- **Work instruction**: Practice item. Set the material below down again exactly, with no pictures.
━━━━━━━━━━━━━━━━━━━━━━━━━━━━━━
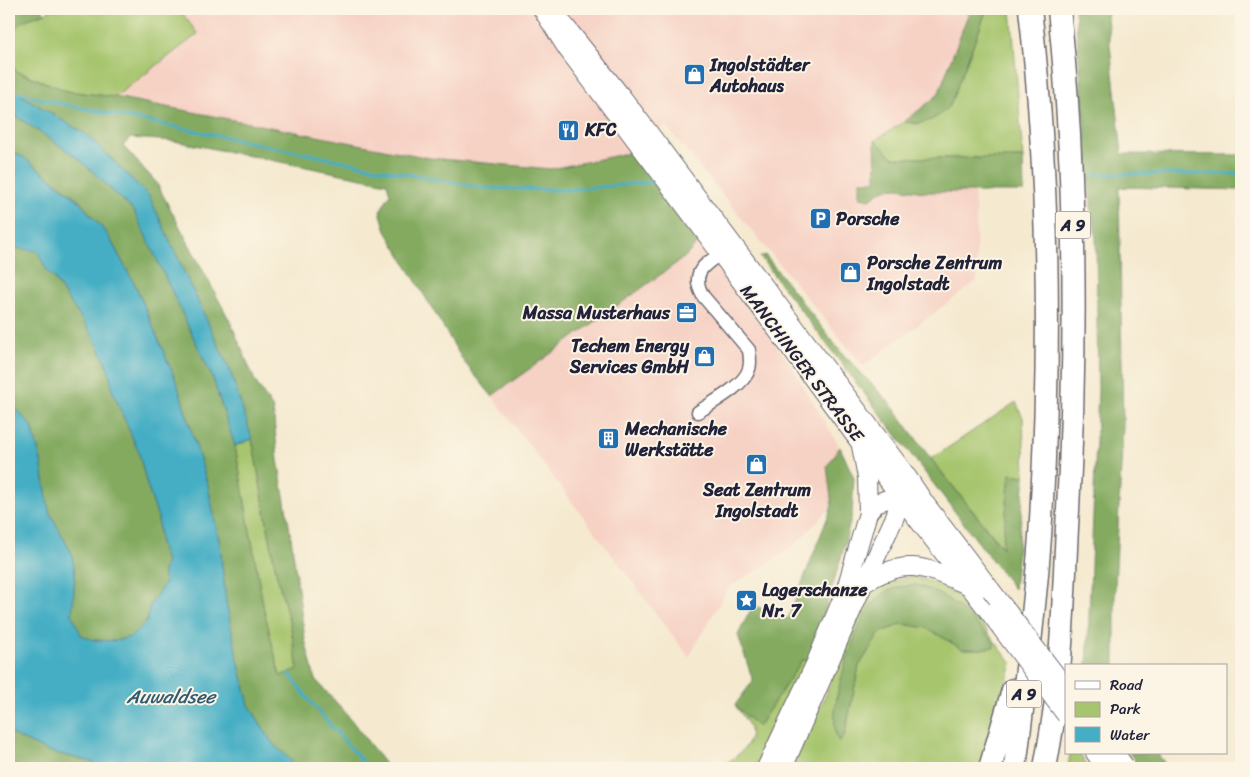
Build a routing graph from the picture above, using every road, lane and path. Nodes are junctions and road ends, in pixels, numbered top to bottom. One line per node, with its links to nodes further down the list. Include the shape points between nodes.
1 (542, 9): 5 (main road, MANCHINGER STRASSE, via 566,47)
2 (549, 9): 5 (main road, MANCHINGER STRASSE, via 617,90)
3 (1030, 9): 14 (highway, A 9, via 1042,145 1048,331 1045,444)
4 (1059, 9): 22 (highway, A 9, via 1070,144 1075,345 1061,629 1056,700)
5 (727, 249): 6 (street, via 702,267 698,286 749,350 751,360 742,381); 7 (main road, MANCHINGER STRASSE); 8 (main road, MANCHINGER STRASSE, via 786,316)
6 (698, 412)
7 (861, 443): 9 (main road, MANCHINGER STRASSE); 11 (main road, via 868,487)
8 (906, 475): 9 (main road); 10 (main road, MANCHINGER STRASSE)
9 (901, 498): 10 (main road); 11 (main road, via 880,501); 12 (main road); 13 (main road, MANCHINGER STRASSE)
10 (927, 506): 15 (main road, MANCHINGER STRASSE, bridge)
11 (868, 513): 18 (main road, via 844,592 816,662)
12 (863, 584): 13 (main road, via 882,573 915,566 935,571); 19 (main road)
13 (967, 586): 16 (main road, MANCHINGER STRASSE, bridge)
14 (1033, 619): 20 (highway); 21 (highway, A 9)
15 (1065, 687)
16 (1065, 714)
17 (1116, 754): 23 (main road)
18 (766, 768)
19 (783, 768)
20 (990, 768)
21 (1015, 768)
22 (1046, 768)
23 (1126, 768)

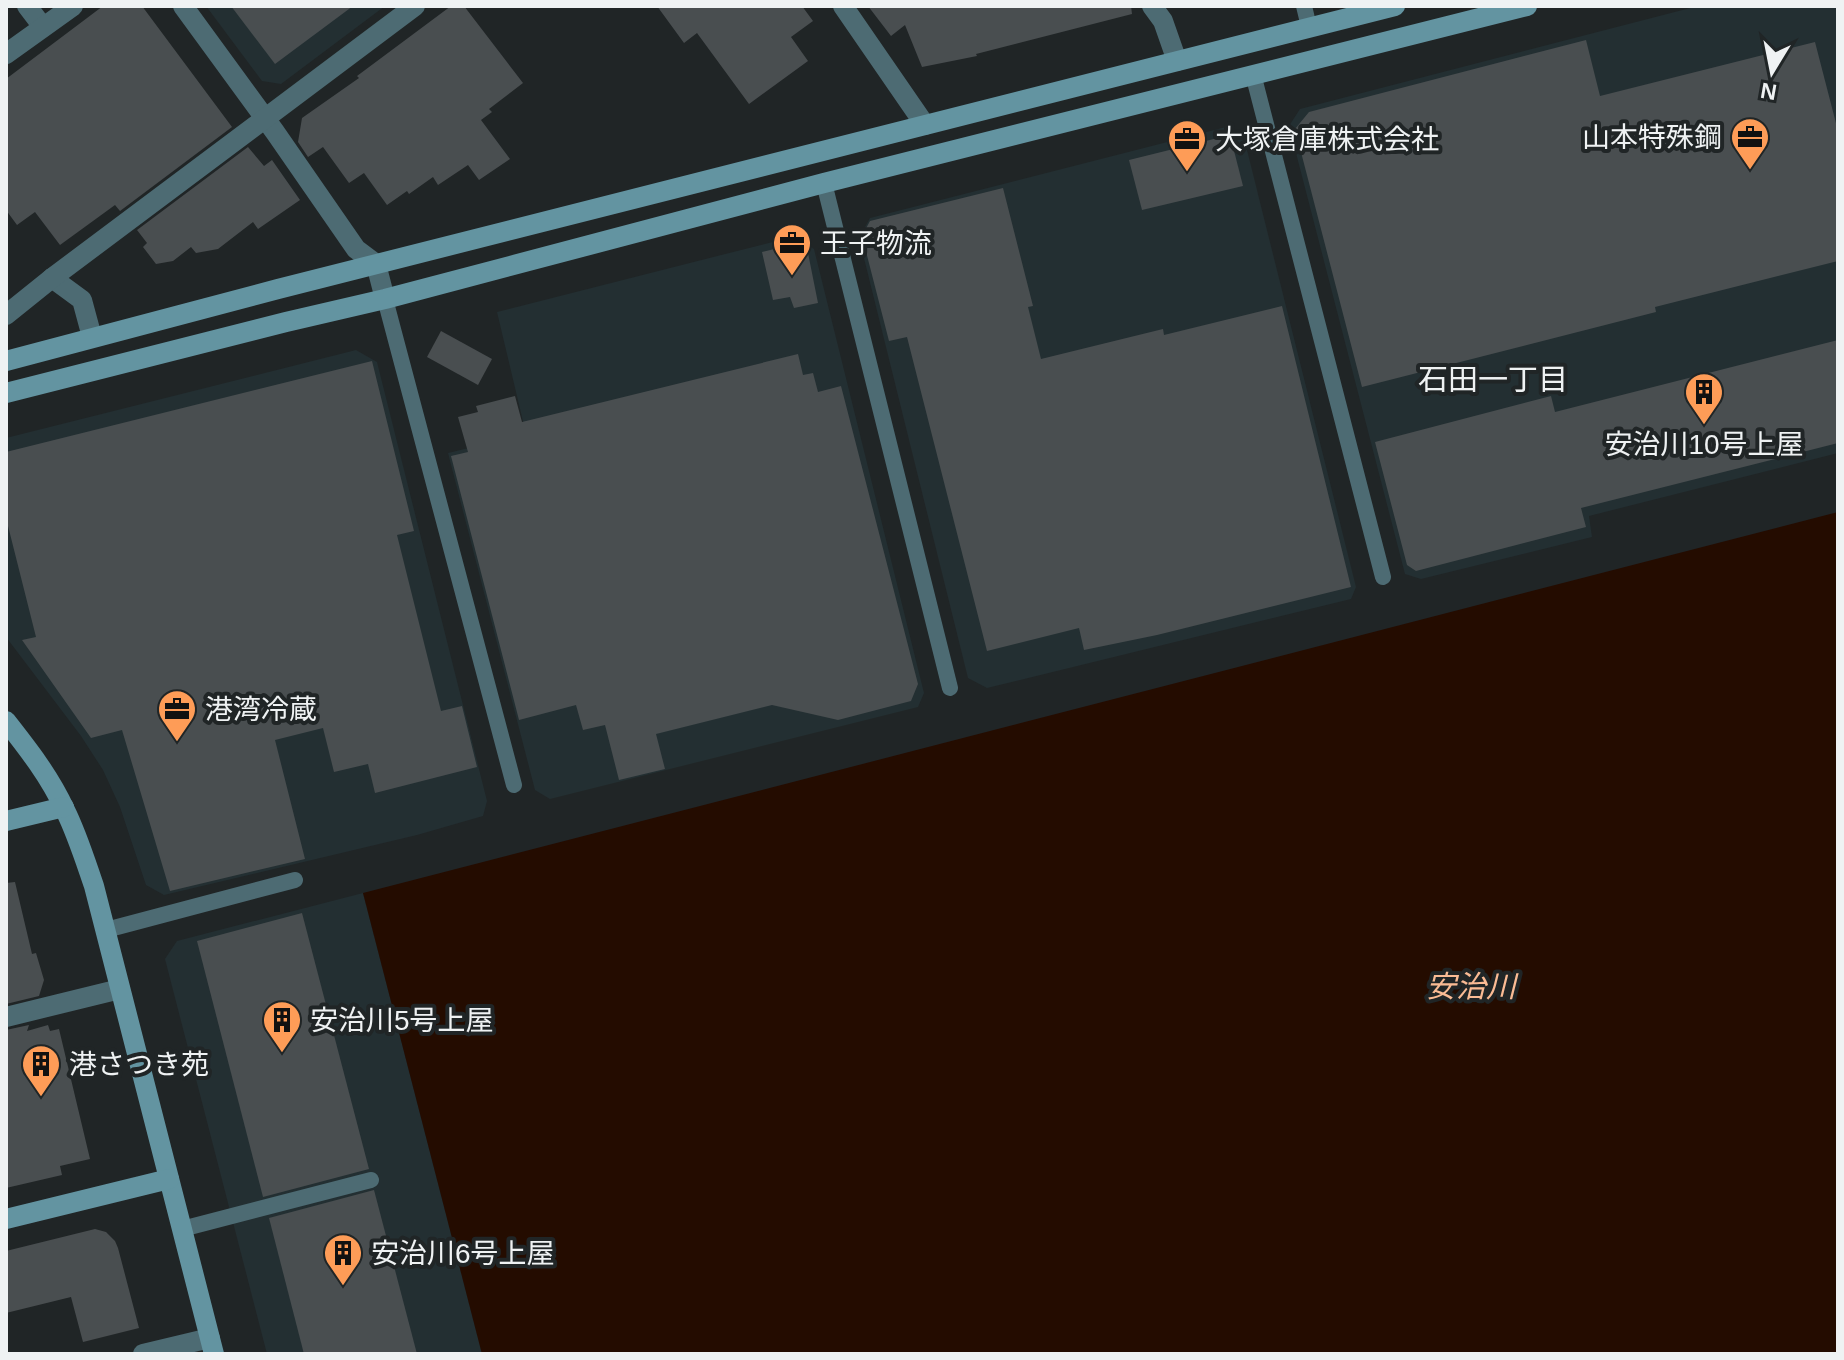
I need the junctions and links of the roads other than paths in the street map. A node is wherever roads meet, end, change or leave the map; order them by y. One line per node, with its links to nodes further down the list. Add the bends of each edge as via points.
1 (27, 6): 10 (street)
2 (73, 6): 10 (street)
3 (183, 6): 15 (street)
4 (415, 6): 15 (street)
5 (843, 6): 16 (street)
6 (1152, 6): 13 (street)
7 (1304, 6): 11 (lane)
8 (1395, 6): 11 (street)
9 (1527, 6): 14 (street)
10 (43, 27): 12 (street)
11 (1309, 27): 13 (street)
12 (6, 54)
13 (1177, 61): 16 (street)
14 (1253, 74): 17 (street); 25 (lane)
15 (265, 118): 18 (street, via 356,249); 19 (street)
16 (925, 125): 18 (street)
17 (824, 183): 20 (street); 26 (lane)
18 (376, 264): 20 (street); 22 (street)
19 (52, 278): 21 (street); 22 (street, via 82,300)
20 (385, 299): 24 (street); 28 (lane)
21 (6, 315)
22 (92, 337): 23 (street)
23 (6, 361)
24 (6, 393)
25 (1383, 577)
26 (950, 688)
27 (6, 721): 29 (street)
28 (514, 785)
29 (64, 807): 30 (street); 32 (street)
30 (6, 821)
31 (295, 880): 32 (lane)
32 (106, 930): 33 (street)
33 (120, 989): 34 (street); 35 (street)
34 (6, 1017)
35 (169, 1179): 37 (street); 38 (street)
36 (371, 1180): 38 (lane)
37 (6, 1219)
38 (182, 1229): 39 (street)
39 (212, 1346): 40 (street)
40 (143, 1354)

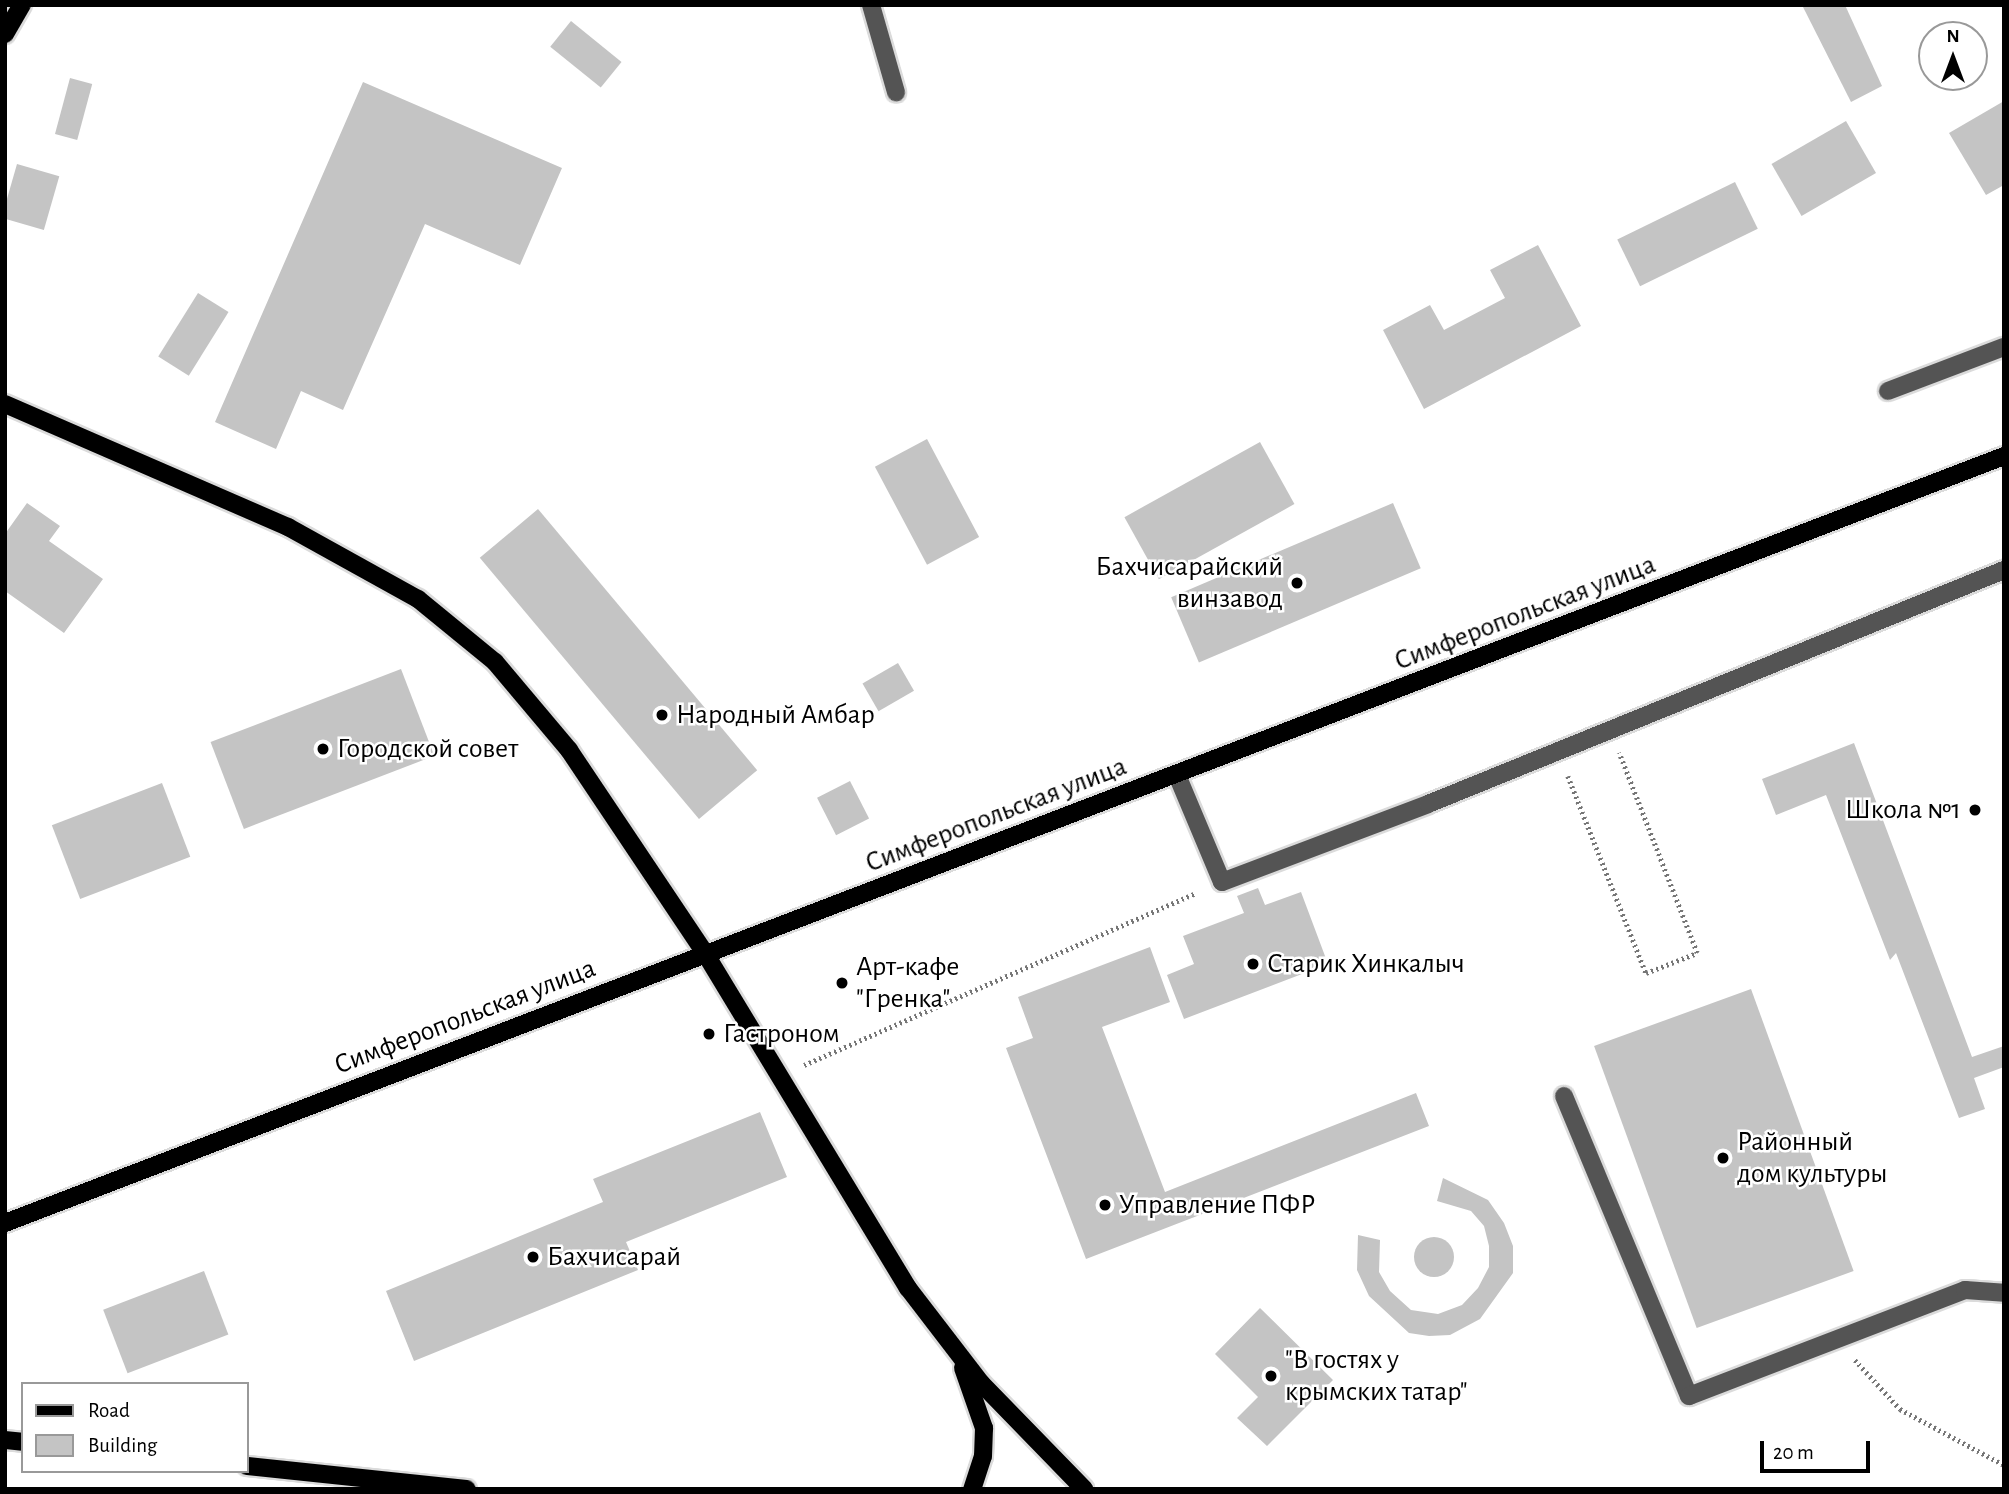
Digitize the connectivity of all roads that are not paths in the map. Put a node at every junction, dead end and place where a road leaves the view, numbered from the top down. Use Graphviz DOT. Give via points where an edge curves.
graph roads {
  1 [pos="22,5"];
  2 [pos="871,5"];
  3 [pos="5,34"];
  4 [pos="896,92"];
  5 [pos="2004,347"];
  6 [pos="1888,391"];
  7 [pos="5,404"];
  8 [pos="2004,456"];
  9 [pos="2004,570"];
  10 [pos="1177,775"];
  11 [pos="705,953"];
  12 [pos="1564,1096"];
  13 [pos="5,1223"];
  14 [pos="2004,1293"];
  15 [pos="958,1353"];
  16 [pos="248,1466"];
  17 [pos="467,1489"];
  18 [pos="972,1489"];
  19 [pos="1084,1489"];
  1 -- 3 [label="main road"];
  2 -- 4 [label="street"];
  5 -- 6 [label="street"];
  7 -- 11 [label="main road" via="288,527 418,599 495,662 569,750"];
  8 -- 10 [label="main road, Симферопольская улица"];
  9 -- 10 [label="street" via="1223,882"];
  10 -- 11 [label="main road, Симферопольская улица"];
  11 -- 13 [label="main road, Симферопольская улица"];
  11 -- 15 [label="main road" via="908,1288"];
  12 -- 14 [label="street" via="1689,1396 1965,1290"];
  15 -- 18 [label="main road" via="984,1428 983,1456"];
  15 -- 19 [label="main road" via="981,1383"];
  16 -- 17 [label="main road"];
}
━━━━━━━━━━━━━━━━━━━━━━━━━━━━━━
- **Answer box**:
Build a routing graph from the picture above, using every road, lane and path. Nodes are junctions and road ends, in pixels, numbered top to bottom. One line per node, with its links to nodes further down the list. Include the shape points between nodes.
1 (542, 9): 5 (main road, MANCHINGER STRASSE, via 566,47)
2 (549, 9): 5 (main road, MANCHINGER STRASSE, via 617,90)
3 (1030, 9): 14 (highway, A 9, via 1042,145 1048,331 1045,444)
4 (1059, 9): 22 (highway, A 9, via 1070,144 1075,345 1061,629 1056,700)
5 (727, 249): 6 (street, via 702,267 698,286 749,350 751,360 742,381); 7 (main road, MANCHINGER STRASSE); 8 (main road, MANCHINGER STRASSE, via 786,316)
6 (698, 412)
7 (861, 443): 9 (main road, MANCHINGER STRASSE); 11 (main road, via 868,487)
8 (906, 475): 9 (main road); 10 (main road, MANCHINGER STRASSE)
9 (901, 498): 10 (main road); 11 (main road, via 880,501); 12 (main road); 13 (main road, MANCHINGER STRASSE)
10 (927, 506): 15 (main road, MANCHINGER STRASSE, bridge)
11 (868, 513): 18 (main road, via 844,592 816,662)
12 (863, 584): 13 (main road, via 882,573 915,566 935,571); 19 (main road)
13 (967, 586): 16 (main road, MANCHINGER STRASSE, bridge)
14 (1033, 619): 20 (highway); 21 (highway, A 9)
15 (1065, 687)
16 (1065, 714)
17 (1116, 754): 23 (main road)
18 (766, 768)
19 (783, 768)
20 (990, 768)
21 (1015, 768)
22 (1046, 768)
23 (1126, 768)

I need the junctions and links of the roads other than paths in the street map. A node is wherever roads meet, end, change or leave the map; order them by y. One line per node, with its links to nodes further down the list. Add the bends of each edge as via points.
1 (27, 6): 10 (street)
2 (73, 6): 10 (street)
3 (183, 6): 15 (street)
4 (415, 6): 15 (street)
5 (843, 6): 16 (street)
6 (1152, 6): 13 (street)
7 (1304, 6): 11 (lane)
8 (1395, 6): 11 (street)
9 (1527, 6): 14 (street)
10 (43, 27): 12 (street)
11 (1309, 27): 13 (street)
12 (6, 54)
13 (1177, 61): 16 (street)
14 (1253, 74): 17 (street); 25 (lane)
15 (265, 118): 18 (street, via 356,249); 19 (street)
16 (925, 125): 18 (street)
17 (824, 183): 20 (street); 26 (lane)
18 (376, 264): 20 (street); 22 (street)
19 (52, 278): 21 (street); 22 (street, via 82,300)
20 (385, 299): 24 (street); 28 (lane)
21 (6, 315)
22 (92, 337): 23 (street)
23 (6, 361)
24 (6, 393)
25 (1383, 577)
26 (950, 688)
27 (6, 721): 29 (street)
28 (514, 785)
29 (64, 807): 30 (street); 32 (street)
30 (6, 821)
31 (295, 880): 32 (lane)
32 (106, 930): 33 (street)
33 (120, 989): 34 (street); 35 (street)
34 (6, 1017)
35 (169, 1179): 37 (street); 38 (street)
36 (371, 1180): 38 (lane)
37 (6, 1219)
38 (182, 1229): 39 (street)
39 (212, 1346): 40 (street)
40 (143, 1354)

Digitize the connectivity of all roads that are not paths in the map. Put a node at every junction, dead end and place where a road leaves the view, numbered from the top down. Use Graphviz DOT. Give via points where an edge curves.
graph roads {
  1 [pos="22,5"];
  2 [pos="871,5"];
  3 [pos="5,34"];
  4 [pos="896,92"];
  5 [pos="2004,347"];
  6 [pos="1888,391"];
  7 [pos="5,404"];
  8 [pos="2004,456"];
  9 [pos="2004,570"];
  10 [pos="1177,775"];
  11 [pos="705,953"];
  12 [pos="1564,1096"];
  13 [pos="5,1223"];
  14 [pos="2004,1293"];
  15 [pos="958,1353"];
  16 [pos="248,1466"];
  17 [pos="467,1489"];
  18 [pos="972,1489"];
  19 [pos="1084,1489"];
  1 -- 3 [label="main road"];
  2 -- 4 [label="street"];
  5 -- 6 [label="street"];
  7 -- 11 [label="main road" via="288,527 418,599 495,662 569,750"];
  8 -- 10 [label="main road, Симферопольская улица"];
  9 -- 10 [label="street" via="1223,882"];
  10 -- 11 [label="main road, Симферопольская улица"];
  11 -- 13 [label="main road, Симферопольская улица"];
  11 -- 15 [label="main road" via="908,1288"];
  12 -- 14 [label="street" via="1689,1396 1965,1290"];
  15 -- 18 [label="main road" via="984,1428 983,1456"];
  15 -- 19 [label="main road" via="981,1383"];
  16 -- 17 [label="main road"];
}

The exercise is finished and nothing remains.